Join Certified Scrum Trainer® John McFadyen for a 12-part video series exploring the scrum event known as the sprint retrospective. Throughout the series, he’ll share tips and tricks for creating impactful, engaging, and effective sprint retrospectives for your teams.
For tip number 11, we’re going to apply the concept of divergent and convergent thinking to sprint retrospectives. Divergent thinking is about exploring a space, opening up to ideas and brainstorming all of the possible topics to discuss. Convergent thinking is narrowing down those big ideas to what the team actually wants to talk about.
You can think about divergent and convergent thinking as an exercise in expanding and contracting. You begin on a large scale with a wide range of possibilities, and then you contract into a small scale, with a narrow list of actionable items.
Divergent and convergent thinking is vital for exploring the large range of possibilities, while keeping things focused at the same time.
One way to go from convergent to divergent thinking is by using the dot voting technique. When you have a lot of ideas, each team member gets a dot sticker or uses a marker to get three votes on their favorite ideas. This can also be done virtually using any collaboration tool to mimic the in-person version.
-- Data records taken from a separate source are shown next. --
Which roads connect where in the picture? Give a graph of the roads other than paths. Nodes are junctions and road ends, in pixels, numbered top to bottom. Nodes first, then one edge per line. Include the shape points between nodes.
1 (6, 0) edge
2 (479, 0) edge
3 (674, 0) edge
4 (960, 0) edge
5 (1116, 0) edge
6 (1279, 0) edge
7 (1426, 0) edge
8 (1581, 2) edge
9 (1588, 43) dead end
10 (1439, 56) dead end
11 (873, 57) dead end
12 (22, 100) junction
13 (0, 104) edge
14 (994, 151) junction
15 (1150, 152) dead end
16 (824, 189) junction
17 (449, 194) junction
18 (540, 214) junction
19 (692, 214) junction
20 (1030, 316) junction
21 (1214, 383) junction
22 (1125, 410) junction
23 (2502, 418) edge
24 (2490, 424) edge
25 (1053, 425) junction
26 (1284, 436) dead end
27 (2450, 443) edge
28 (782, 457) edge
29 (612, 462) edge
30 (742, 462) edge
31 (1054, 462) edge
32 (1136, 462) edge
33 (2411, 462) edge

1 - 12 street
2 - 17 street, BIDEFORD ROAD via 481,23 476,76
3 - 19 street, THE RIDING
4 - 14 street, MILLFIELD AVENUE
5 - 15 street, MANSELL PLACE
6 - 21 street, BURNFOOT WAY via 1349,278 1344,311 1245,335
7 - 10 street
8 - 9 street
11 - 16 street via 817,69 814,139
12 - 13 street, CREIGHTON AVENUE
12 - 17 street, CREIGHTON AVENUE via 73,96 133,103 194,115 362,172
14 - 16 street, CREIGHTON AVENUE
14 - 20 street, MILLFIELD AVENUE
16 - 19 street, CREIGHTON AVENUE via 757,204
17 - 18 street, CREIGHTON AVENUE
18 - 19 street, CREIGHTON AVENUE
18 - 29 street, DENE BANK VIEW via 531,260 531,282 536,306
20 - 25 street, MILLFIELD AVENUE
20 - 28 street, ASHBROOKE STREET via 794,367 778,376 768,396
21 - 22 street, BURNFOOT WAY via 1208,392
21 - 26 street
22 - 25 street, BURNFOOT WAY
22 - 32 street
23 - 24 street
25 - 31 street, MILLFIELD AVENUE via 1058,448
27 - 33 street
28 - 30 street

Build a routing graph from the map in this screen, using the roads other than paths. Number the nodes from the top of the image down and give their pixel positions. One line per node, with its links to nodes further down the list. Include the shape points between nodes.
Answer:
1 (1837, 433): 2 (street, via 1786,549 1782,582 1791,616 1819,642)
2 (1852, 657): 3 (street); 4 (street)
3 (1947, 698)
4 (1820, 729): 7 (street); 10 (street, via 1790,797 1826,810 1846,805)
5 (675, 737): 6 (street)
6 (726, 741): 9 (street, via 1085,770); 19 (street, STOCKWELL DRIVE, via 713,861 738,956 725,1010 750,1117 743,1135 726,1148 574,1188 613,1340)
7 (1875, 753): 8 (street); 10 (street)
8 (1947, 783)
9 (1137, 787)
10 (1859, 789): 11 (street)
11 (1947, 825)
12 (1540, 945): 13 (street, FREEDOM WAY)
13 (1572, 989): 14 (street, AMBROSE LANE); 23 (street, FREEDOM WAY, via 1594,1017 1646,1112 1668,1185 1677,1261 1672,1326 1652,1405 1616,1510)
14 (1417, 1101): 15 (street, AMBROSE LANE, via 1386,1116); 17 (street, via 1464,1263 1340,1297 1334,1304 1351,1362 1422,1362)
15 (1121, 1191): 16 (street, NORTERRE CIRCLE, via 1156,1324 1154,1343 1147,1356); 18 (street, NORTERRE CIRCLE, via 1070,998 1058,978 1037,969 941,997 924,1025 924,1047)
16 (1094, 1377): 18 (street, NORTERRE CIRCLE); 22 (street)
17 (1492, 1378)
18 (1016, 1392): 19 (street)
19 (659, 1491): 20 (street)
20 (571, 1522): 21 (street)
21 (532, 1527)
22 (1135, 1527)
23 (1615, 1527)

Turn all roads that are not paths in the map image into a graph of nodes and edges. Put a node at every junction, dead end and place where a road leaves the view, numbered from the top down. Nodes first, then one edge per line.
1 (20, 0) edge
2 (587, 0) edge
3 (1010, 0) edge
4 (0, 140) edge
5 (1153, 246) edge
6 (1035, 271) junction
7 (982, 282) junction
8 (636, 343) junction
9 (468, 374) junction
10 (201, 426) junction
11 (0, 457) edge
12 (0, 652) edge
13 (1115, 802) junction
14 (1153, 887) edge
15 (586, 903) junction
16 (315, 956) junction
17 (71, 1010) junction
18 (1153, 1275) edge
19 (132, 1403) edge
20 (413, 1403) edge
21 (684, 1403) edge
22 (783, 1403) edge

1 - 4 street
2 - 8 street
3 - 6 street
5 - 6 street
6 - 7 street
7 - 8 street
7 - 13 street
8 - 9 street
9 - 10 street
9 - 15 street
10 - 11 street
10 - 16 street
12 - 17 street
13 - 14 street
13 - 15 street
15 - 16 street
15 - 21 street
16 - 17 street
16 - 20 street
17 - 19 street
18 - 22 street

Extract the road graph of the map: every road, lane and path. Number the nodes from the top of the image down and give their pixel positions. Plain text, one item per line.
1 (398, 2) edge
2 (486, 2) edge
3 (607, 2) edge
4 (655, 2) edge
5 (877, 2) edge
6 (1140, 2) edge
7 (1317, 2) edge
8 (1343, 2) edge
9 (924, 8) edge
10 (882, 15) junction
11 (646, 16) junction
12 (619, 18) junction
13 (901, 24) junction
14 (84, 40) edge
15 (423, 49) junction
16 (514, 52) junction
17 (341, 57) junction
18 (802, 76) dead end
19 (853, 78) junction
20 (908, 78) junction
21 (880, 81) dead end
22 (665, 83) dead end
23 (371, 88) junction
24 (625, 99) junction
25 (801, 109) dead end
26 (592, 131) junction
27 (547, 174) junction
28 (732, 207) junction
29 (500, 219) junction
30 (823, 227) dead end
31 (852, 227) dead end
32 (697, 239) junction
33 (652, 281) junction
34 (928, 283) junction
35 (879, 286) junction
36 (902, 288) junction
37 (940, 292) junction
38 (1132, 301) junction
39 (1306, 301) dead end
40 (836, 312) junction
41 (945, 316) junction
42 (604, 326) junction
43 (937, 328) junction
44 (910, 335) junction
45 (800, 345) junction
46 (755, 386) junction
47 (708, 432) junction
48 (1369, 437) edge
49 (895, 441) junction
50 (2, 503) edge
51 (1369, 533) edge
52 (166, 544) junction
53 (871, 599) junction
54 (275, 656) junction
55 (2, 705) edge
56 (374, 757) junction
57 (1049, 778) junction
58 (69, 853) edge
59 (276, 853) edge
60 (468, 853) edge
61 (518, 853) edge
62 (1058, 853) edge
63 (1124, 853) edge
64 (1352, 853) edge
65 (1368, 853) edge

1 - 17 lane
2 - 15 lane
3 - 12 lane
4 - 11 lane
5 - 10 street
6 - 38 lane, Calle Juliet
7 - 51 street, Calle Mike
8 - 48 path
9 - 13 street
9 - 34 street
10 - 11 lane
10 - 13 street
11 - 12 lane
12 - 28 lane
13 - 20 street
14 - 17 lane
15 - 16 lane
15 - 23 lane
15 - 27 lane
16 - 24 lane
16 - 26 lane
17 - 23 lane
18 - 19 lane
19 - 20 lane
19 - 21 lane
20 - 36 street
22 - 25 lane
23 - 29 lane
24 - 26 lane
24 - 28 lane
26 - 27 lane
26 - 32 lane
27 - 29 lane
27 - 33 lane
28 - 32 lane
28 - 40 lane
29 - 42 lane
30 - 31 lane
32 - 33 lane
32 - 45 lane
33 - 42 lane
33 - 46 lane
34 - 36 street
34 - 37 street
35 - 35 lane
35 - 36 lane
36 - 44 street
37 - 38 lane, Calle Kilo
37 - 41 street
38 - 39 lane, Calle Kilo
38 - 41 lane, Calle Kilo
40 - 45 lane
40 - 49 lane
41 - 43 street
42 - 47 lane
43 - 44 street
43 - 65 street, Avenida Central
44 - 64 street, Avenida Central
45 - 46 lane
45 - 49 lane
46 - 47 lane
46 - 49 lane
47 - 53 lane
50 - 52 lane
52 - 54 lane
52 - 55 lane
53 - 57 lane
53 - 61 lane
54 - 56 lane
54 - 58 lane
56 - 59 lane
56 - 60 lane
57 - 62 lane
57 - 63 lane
McFayden shares how, as a scrum master, it was easy to generate a lot of action items, and he was excited when the team walked away with 17 actions in one sprint! However, none of them would actually get done, so the team wasn’t seeing any improvement.
The next time you’re facilitating a retrospective, take the team through this flow and give them space to diverge and explore, and then converge into a small list of actionable improvements to propel the team forward.
Key Takeaways:
Divergent thinking is opening up the space for big ideas and possibilities.
Convergent thinking is contracting ideas to small, actionable items.
By using both convergent and divergent thinking during a retrospective, you can set your team up for success.